23 Ocak 2013 Çarşamba

Lige dönüş kumarı...


Fenerbahçe deplasmanı öncesi son iki maçımıza bakıyorum; Kupada 1 dakikada yine 2 gol yiyerek kaybedilen Fenerbahçe maçı + yitirilen avantaj ve ligde kazanılan Kayserispor maçı ile birlikte üstümüzdeki takımların puan kayıpları ile ele geçen avantaj.

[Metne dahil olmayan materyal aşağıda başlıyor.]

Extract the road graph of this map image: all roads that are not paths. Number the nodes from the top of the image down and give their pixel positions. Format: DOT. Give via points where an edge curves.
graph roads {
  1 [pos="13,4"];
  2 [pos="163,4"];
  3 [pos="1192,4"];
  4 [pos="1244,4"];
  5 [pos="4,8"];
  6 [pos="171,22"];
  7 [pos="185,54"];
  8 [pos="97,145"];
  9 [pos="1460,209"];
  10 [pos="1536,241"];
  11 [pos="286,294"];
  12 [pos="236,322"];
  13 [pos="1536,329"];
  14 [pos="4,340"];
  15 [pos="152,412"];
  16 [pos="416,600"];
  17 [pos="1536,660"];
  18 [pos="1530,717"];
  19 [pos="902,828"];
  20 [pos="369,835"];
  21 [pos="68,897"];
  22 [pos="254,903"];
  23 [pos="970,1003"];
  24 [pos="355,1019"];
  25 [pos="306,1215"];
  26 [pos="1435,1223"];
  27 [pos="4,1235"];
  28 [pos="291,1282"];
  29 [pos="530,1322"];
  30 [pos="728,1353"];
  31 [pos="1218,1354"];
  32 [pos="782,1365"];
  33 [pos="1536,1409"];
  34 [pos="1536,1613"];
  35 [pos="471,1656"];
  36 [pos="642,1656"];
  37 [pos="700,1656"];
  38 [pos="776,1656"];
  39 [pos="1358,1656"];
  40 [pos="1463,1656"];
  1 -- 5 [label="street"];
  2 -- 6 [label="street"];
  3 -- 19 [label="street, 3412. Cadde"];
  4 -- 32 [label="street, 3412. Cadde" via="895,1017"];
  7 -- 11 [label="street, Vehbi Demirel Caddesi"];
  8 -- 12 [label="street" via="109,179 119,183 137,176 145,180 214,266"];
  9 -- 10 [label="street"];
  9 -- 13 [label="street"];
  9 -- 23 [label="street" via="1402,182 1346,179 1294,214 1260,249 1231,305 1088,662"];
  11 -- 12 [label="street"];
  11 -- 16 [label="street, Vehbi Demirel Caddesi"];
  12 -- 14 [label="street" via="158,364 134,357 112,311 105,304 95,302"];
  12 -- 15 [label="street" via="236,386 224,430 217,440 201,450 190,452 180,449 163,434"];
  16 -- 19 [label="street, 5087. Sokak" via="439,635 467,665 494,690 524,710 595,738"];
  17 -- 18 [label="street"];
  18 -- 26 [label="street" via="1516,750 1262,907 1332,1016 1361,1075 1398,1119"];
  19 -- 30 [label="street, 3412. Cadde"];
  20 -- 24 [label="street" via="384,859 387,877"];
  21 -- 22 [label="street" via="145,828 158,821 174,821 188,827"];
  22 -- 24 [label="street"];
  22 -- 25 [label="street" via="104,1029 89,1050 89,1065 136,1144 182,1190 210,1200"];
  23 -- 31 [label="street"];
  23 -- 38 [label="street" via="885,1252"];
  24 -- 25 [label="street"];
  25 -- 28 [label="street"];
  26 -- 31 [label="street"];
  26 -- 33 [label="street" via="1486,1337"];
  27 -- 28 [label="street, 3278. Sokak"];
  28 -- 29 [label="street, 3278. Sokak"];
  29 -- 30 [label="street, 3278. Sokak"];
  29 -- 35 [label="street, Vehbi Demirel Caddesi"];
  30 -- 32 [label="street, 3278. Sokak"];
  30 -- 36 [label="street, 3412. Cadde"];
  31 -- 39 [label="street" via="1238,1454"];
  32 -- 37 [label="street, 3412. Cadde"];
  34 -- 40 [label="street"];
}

Hal böyle olunca ve bugün maçtan önceki ilk 11'imizi görünce sezon başında öncelikli hedef olan kupayı, lig mücadelesi ile değiştirerek bana göre bir kumar oynadı Ertuğrul Hoca. Ki bakıldığında normalide bu olmalı diyor insan. İlk devreki gibi bir lig yaşanırsa şampiyonluk barajının 65-70 aralığında olacağı bir ligde Bursaspor'un bu hedefe öncelik vermesi gayet doğal. Bugün Ozan Tufan, Batuhan Altıntaş, Petteri Forsell gibi gençlerle sahaya çıkan takımımızdan beklenen sadece mücadele etmesiydi. Açık konuşmak gerekirse bu kadronun Kadıköy'de as takımla çıkan Fenerbahçe'yi yenmesini kimse beklemiyordu. Ancak Bursasporumuz öyle bir mağlup oldu ki yine, yeni ve yeniden insana ''gel de yanma'' dedirtti.

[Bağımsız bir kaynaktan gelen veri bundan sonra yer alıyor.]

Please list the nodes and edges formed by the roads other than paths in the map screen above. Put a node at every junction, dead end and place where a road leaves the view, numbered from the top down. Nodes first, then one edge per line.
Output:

Kağıt üzerinde Fenerbahçe as, Bursaspor ise yedek/genç ağırlıklı bir kadroyla sahadaydı. Ancak mücadele başa baştı, Fenerbahçe'nin Carson'ın kurtardığı Semih ile bir net pozisyonu ve Salih ile bir de direkten döne şutu dışında dengede giden maç 41.dakikada son buldu. Bu dakikada Hakan Aslantaş'ın bana göre koltuk altına çarpan topta yardımcısına uyan Kuddusi Müftüoğlu penaltıyı gösterdi ve dengede giden maçta ibreyi bir anda Fenerbahçe'ye döndürdü.

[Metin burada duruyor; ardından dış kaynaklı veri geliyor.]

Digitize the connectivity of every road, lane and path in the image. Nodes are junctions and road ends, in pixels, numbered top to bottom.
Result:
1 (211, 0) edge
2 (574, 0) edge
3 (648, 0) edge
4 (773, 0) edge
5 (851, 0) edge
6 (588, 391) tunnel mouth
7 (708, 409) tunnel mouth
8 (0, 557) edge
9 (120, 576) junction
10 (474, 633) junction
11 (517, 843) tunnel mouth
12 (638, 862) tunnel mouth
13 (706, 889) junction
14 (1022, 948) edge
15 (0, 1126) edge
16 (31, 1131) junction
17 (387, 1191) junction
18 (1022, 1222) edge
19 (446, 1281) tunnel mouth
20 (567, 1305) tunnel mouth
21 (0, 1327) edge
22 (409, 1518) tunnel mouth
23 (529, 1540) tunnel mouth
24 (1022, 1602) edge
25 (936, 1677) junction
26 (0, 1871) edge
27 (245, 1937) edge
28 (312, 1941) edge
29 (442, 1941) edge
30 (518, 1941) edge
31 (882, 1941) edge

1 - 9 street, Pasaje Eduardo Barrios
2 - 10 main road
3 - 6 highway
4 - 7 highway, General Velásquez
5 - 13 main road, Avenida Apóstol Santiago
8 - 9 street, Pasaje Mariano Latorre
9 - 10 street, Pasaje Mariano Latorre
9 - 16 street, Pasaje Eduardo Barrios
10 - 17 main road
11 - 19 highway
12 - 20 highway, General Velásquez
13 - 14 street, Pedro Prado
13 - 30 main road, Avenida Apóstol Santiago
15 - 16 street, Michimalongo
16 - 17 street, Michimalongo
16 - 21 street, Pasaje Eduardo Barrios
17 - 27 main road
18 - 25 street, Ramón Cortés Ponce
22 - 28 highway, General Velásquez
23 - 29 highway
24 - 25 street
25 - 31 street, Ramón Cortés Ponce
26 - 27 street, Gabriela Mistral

İkinci yarı ilk yarıya oranla daha hırslı ve istekli başlayan takımımızda dakikalar 60'ı gösterirken oyuna giren Pinto ihtiyacımız olan beraberliği sağlayacak bir hamleydi ancak bu değişiklikten 1 dakika sonra şanssızlıklar furyasına katılan isim bu kez Scott Carson oldu. Sezon başından beri defans hatalarına karşı eli kolu bağlı kalan Carson, bu kez hatayı yapan isimdi. Maalesef kalitesine yakışmayacak bir gol yedi İngiliz eldiven, golden sonra ona gelip ''çak'' yapan Semih Şentürk'ü de bu mübarek gecede küfürsüz geçemedim. Bir insan ancak bu kadar karakter kelimesinden uzak olabilir...

2-0'dan sonra kopan oyunda defansındaki boşlukları arttıran takımımız son dakikalarda bir gol daha kalesinde gördü ve mücadele 3-0 sona erdi.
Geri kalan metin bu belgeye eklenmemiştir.